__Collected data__
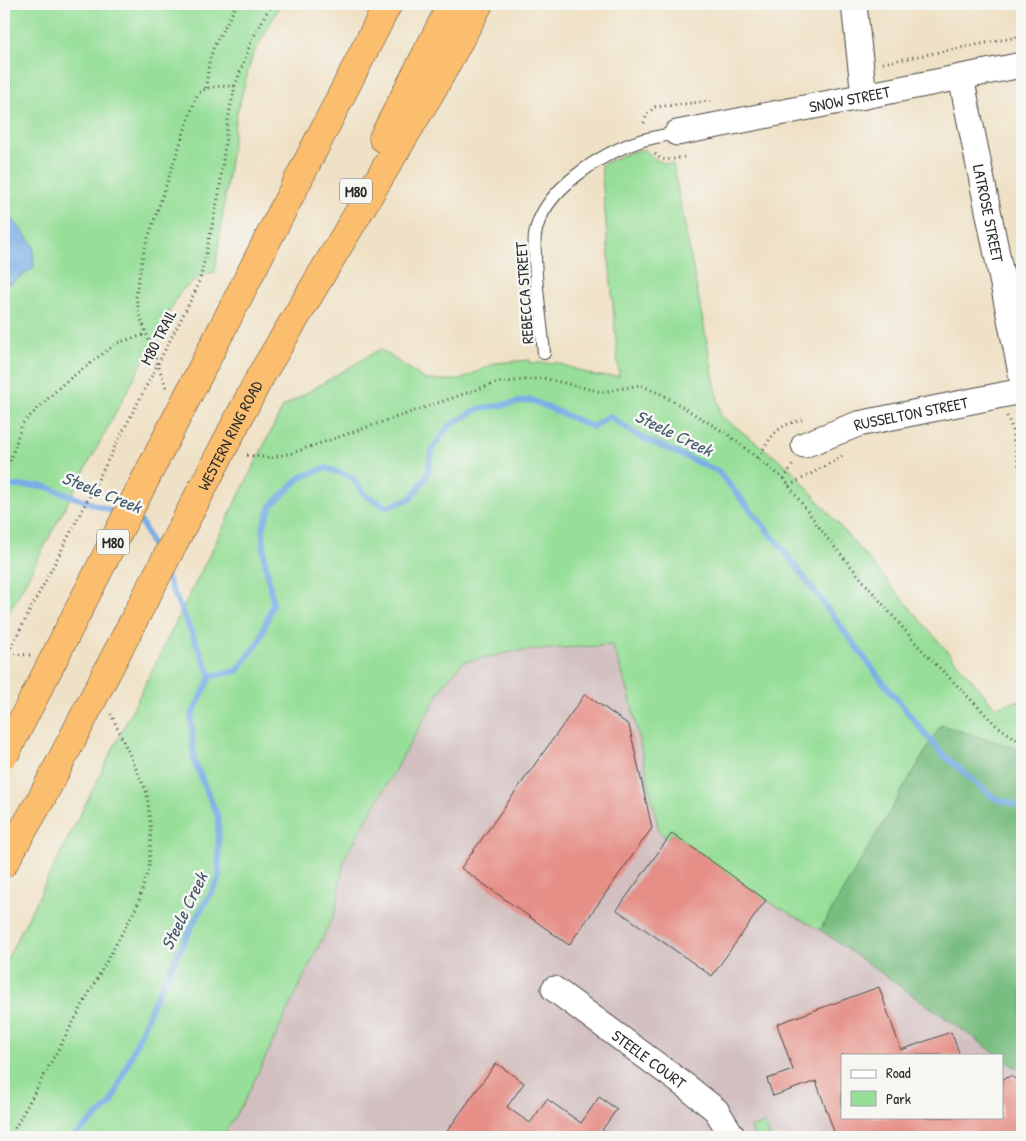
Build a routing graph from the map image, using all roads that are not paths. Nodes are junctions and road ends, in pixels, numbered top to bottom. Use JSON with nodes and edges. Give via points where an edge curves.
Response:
{"nodes":[{"id":1,"x":370,"y":4,"type":"edge"},
{"id":2,"x":388,"y":4,"type":"edge"},
{"id":3,"x":452,"y":4,"type":"edge"},
{"id":4,"x":479,"y":4,"type":"edge"},
{"id":5,"x":854,"y":4,"type":"edge"},
{"id":6,"x":1022,"y":65,"type":"edge"},
{"id":7,"x":960,"y":77,"type":"junction"},
{"id":8,"x":864,"y":96,"type":"junction"},
{"id":9,"x":677,"y":133,"type":"joint"},
{"id":10,"x":222,"y":329,"type":"junction"},
{"id":11,"x":544,"y":353,"type":"dead end"},
{"id":12,"x":260,"y":377,"type":"junction"},
{"id":13,"x":1022,"y":378,"type":"edge"},
{"id":14,"x":1022,"y":391,"type":"edge"},
{"id":15,"x":804,"y":445,"type":"dead end"},
{"id":16,"x":4,"y":755,"type":"edge"},
{"id":17,"x":4,"y":863,"type":"edge"},
{"id":18,"x":554,"y":989,"type":"dead end"},
{"id":19,"x":733,"y":1137,"type":"edge"}],
"edges":[{"from":1,"to":10,"type":"highway"},
{"from":2,"to":10,"type":"highway","number":"M80"},
{"from":3,"to":12,"type":"highway","name":"WESTERN RING ROAD","number":"M80"},
{"from":4,"to":12,"type":"highway","via":[[435,85]]},
{"from":5,"to":8,"type":"street"},
{"from":6,"to":7,"type":"street","name":"SNOW STREET"},
{"from":7,"to":8,"type":"street","name":"SNOW STREET"},
{"from":7,"to":13,"type":"street","name":"LATROSE STREET"},
{"from":8,"to":9,"type":"street","name":"SNOW STREET"},
{"from":9,"to":11,"type":"lane","name":"REBECCA STREET","via":[[619,149],[584,170],[547,204],[535,236]]},
{"from":10,"to":16,"type":"highway","number":"M80","bridge":true},
{"from":12,"to":17,"type":"highway","name":"WESTERN RING ROAD","number":"M80","bridge":true,"via":[[40,801]]},
{"from":14,"to":15,"type":"street","name":"RUSSELTON STREET","via":[[858,424]]},
{"from":18,"to":19,"type":"street","name":"STEELE COURT","via":[[716,1110]]}]}
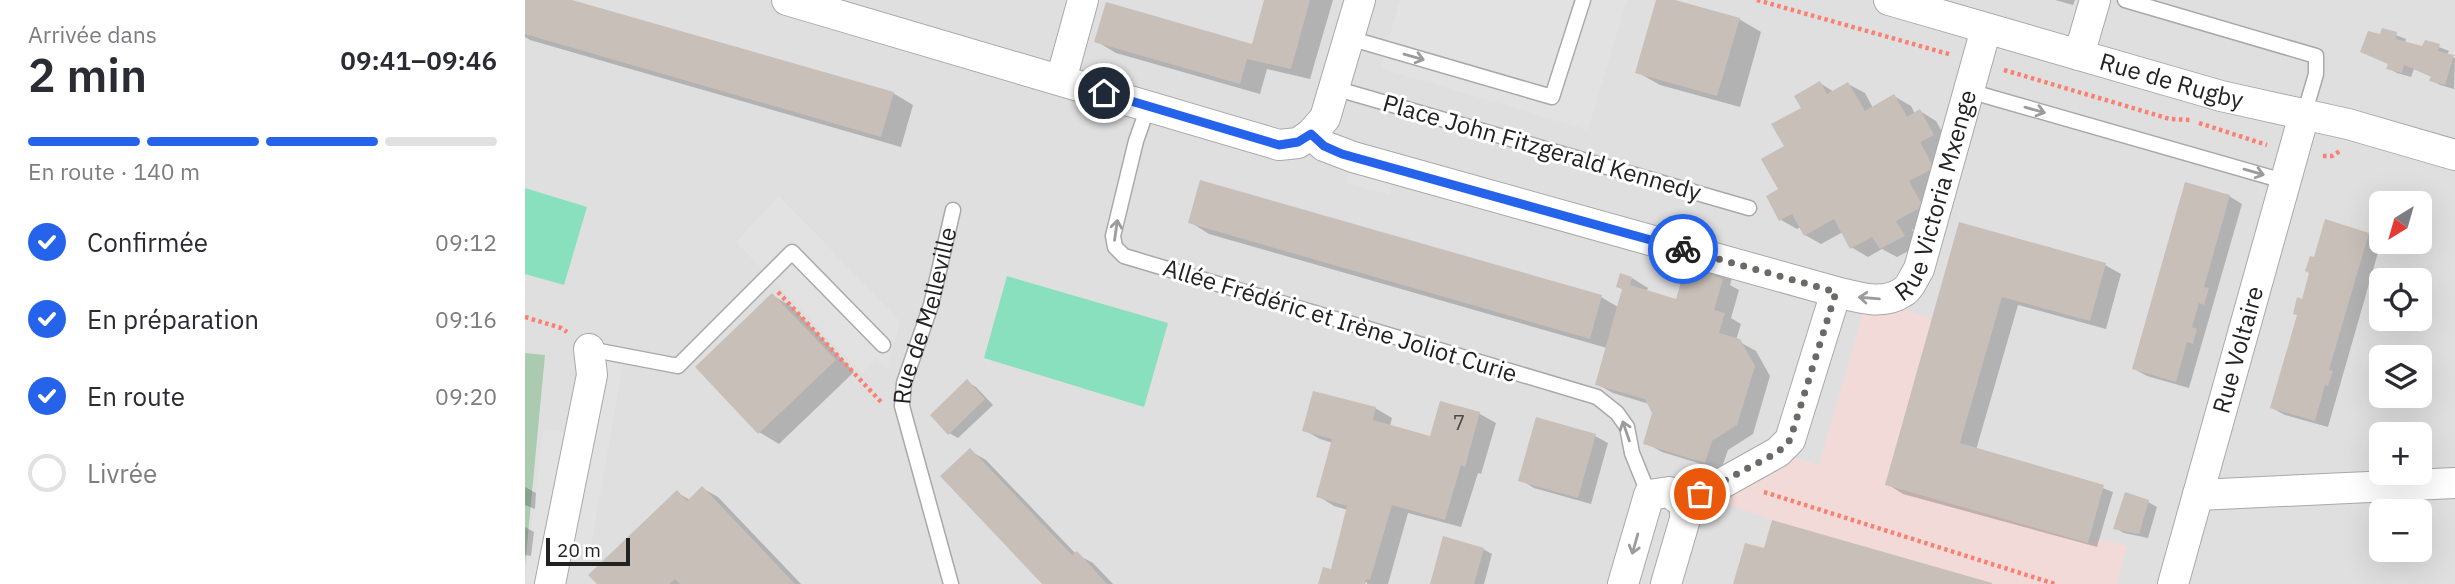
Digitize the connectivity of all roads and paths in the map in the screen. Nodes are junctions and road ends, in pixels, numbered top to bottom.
1 (787, 0) edge
2 (1083, 0) edge
3 (1360, 0) edge
4 (1583, 0) edge
5 (1757, 0) edge
6 (1889, 0) edge
7 (2095, 0) edge
8 (2125, 0) edge
9 (844, 8) edge
10 (1986, 29) junction
11 (1349, 38) junction
12 (2078, 55) junction
13 (1977, 62) junction
14 (1061, 80) junction
15 (1334, 88) junction
16 (1969, 91) junction
17 (1147, 107) junction
18 (2304, 115) junction
19 (1311, 134) junction
20 (2269, 145) dead end
21 (2455, 155) edge
22 (2287, 182) junction
23 (1749, 208) dead end
24 (953, 210) dead end
25 (766, 279) junction
26 (1836, 292) junction
27 (525, 317) edge
28 (883, 345) dead end
29 (589, 349) junction
30 (907, 429) junction
31 (1726, 480) junction
32 (2455, 483) edge
33 (1649, 495) junction
34 (2199, 495) junction
35 (1685, 503) junction
36 (550, 584) edge
37 (951, 584) edge
38 (1623, 584) edge
39 (1666, 584) edge
40 (2055, 584) edge
41 (2173, 584) edge

1 - 9 street
2 - 14 street
3 - 11 street
11 -> 4 lane
5 - 13 path
6 - 10 street, Rue de Rugby
7 - 12 street
8 - 18 lane
9 - 14 street
10 - 12 street, Rue de Rugby
10 - 13 street, Rue Victoria Mxenge
11 - 15 street
12 - 18 street, Rue de Rugby
13 - 16 street, Rue Victoria Mxenge
13 - 20 path
14 - 17 street
15 - 19 street
15 - 23 lane, Place John Fitzgerald Kennedy
16 -> 22 lane
16 -> 26 street, Rue Victoria Mxenge
17 - 19 street
33 -> 17 lane, Allée Frédéric et Irène Joliot Curie
18 - 21 street, Rue de Rugby
18 - 22 street, Rue Voltaire
19 - 26 street, Rue Victoria Mxenge
22 - 34 street, Rue Voltaire
24 - 30 lane, Rue de Melleville
25 - 28 lane
25 - 29 lane
25 - 30 path
26 - 31 street
27 - 29 path
29 - 36 street
30 - 37 lane, Rue de Melleville
31 - 35 street
31 - 40 path
32 - 34 street
33 - 35 street
33 -> 38 street
34 - 41 street, Rue Voltaire
35 - 39 street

__Required action__
What is needed is a verbatim copy of every entry, with the pictures omitted.

__Solution to the exercise__
Build a routing graph from the map image, using all roads that are not paths. Nodes are junctions and road ends, in pixels, numbered top to bottom. Use JSON with nodes and edges. Give via points where an edge curves.
Response:
{"nodes":[{"id":1,"x":370,"y":4,"type":"edge"},
{"id":2,"x":388,"y":4,"type":"edge"},
{"id":3,"x":452,"y":4,"type":"edge"},
{"id":4,"x":479,"y":4,"type":"edge"},
{"id":5,"x":854,"y":4,"type":"edge"},
{"id":6,"x":1022,"y":65,"type":"edge"},
{"id":7,"x":960,"y":77,"type":"junction"},
{"id":8,"x":864,"y":96,"type":"junction"},
{"id":9,"x":677,"y":133,"type":"joint"},
{"id":10,"x":222,"y":329,"type":"junction"},
{"id":11,"x":544,"y":353,"type":"dead end"},
{"id":12,"x":260,"y":377,"type":"junction"},
{"id":13,"x":1022,"y":378,"type":"edge"},
{"id":14,"x":1022,"y":391,"type":"edge"},
{"id":15,"x":804,"y":445,"type":"dead end"},
{"id":16,"x":4,"y":755,"type":"edge"},
{"id":17,"x":4,"y":863,"type":"edge"},
{"id":18,"x":554,"y":989,"type":"dead end"},
{"id":19,"x":733,"y":1137,"type":"edge"}],
"edges":[{"from":1,"to":10,"type":"highway"},
{"from":2,"to":10,"type":"highway","number":"M80"},
{"from":3,"to":12,"type":"highway","name":"WESTERN RING ROAD","number":"M80"},
{"from":4,"to":12,"type":"highway","via":[[435,85]]},
{"from":5,"to":8,"type":"street"},
{"from":6,"to":7,"type":"street","name":"SNOW STREET"},
{"from":7,"to":8,"type":"street","name":"SNOW STREET"},
{"from":7,"to":13,"type":"street","name":"LATROSE STREET"},
{"from":8,"to":9,"type":"street","name":"SNOW STREET"},
{"from":9,"to":11,"type":"lane","name":"REBECCA STREET","via":[[619,149],[584,170],[547,204],[535,236]]},
{"from":10,"to":16,"type":"highway","number":"M80","bridge":true},
{"from":12,"to":17,"type":"highway","name":"WESTERN RING ROAD","number":"M80","bridge":true,"via":[[40,801]]},
{"from":14,"to":15,"type":"street","name":"RUSSELTON STREET","via":[[858,424]]},
{"from":18,"to":19,"type":"street","name":"STEELE COURT","via":[[716,1110]]}]}
Digitize the connectivity of all roads and paths in the map in the screen. Nodes are junctions and road ends, in pixels, numbered top to bottom.
1 (787, 0) edge
2 (1083, 0) edge
3 (1360, 0) edge
4 (1583, 0) edge
5 (1757, 0) edge
6 (1889, 0) edge
7 (2095, 0) edge
8 (2125, 0) edge
9 (844, 8) edge
10 (1986, 29) junction
11 (1349, 38) junction
12 (2078, 55) junction
13 (1977, 62) junction
14 (1061, 80) junction
15 (1334, 88) junction
16 (1969, 91) junction
17 (1147, 107) junction
18 (2304, 115) junction
19 (1311, 134) junction
20 (2269, 145) dead end
21 (2455, 155) edge
22 (2287, 182) junction
23 (1749, 208) dead end
24 (953, 210) dead end
25 (766, 279) junction
26 (1836, 292) junction
27 (525, 317) edge
28 (883, 345) dead end
29 (589, 349) junction
30 (907, 429) junction
31 (1726, 480) junction
32 (2455, 483) edge
33 (1649, 495) junction
34 (2199, 495) junction
35 (1685, 503) junction
36 (550, 584) edge
37 (951, 584) edge
38 (1623, 584) edge
39 (1666, 584) edge
40 (2055, 584) edge
41 (2173, 584) edge

1 - 9 street
2 - 14 street
3 - 11 street
11 -> 4 lane
5 - 13 path
6 - 10 street, Rue de Rugby
7 - 12 street
8 - 18 lane
9 - 14 street
10 - 12 street, Rue de Rugby
10 - 13 street, Rue Victoria Mxenge
11 - 15 street
12 - 18 street, Rue de Rugby
13 - 16 street, Rue Victoria Mxenge
13 - 20 path
14 - 17 street
15 - 19 street
15 - 23 lane, Place John Fitzgerald Kennedy
16 -> 22 lane
16 -> 26 street, Rue Victoria Mxenge
17 - 19 street
33 -> 17 lane, Allée Frédéric et Irène Joliot Curie
18 - 21 street, Rue de Rugby
18 - 22 street, Rue Voltaire
19 - 26 street, Rue Victoria Mxenge
22 - 34 street, Rue Voltaire
24 - 30 lane, Rue de Melleville
25 - 28 lane
25 - 29 lane
25 - 30 path
26 - 31 street
27 - 29 path
29 - 36 street
30 - 37 lane, Rue de Melleville
31 - 35 street
31 - 40 path
32 - 34 street
33 - 35 street
33 -> 38 street
34 - 41 street, Rue Voltaire
35 - 39 street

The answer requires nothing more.